◆ Assignment ◆
Each record should appear again in the response exactly as it does in the original.
::::::::
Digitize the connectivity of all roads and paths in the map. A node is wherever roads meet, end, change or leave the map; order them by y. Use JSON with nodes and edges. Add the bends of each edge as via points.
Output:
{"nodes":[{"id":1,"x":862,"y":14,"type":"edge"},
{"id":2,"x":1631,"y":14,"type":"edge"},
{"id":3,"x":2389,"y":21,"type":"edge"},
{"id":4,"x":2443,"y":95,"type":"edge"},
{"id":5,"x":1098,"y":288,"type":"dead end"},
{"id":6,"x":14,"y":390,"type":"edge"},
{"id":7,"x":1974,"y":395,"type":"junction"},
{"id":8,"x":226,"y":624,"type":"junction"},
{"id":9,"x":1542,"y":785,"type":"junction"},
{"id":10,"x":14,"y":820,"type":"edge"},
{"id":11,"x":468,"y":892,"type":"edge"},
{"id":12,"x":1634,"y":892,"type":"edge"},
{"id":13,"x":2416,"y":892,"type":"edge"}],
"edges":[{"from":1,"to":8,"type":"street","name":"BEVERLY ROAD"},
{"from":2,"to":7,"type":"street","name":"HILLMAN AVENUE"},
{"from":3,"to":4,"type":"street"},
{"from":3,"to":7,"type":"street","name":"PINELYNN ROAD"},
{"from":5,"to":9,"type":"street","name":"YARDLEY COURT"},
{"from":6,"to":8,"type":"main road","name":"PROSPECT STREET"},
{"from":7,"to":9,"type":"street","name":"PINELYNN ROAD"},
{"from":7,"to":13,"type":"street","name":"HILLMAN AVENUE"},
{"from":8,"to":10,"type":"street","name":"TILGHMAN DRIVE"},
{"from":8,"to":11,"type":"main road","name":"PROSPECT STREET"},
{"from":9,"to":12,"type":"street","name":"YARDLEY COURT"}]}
::::::::
◆ Task result ◆
Digitize the connectivity of all roads and paths in the map. A node is wherever roads meet, end, change or leave the map; order them by y. Use JSON with nodes and edges. Add the bends of each edge as via points.
Output:
{"nodes":[{"id":1,"x":862,"y":14,"type":"edge"},
{"id":2,"x":1631,"y":14,"type":"edge"},
{"id":3,"x":2389,"y":21,"type":"edge"},
{"id":4,"x":2443,"y":95,"type":"edge"},
{"id":5,"x":1098,"y":288,"type":"dead end"},
{"id":6,"x":14,"y":390,"type":"edge"},
{"id":7,"x":1974,"y":395,"type":"junction"},
{"id":8,"x":226,"y":624,"type":"junction"},
{"id":9,"x":1542,"y":785,"type":"junction"},
{"id":10,"x":14,"y":820,"type":"edge"},
{"id":11,"x":468,"y":892,"type":"edge"},
{"id":12,"x":1634,"y":892,"type":"edge"},
{"id":13,"x":2416,"y":892,"type":"edge"}],
"edges":[{"from":1,"to":8,"type":"street","name":"BEVERLY ROAD"},
{"from":2,"to":7,"type":"street","name":"HILLMAN AVENUE"},
{"from":3,"to":4,"type":"street"},
{"from":3,"to":7,"type":"street","name":"PINELYNN ROAD"},
{"from":5,"to":9,"type":"street","name":"YARDLEY COURT"},
{"from":6,"to":8,"type":"main road","name":"PROSPECT STREET"},
{"from":7,"to":9,"type":"street","name":"PINELYNN ROAD"},
{"from":7,"to":13,"type":"street","name":"HILLMAN AVENUE"},
{"from":8,"to":10,"type":"street","name":"TILGHMAN DRIVE"},
{"from":8,"to":11,"type":"main road","name":"PROSPECT STREET"},
{"from":9,"to":12,"type":"street","name":"YARDLEY COURT"}]}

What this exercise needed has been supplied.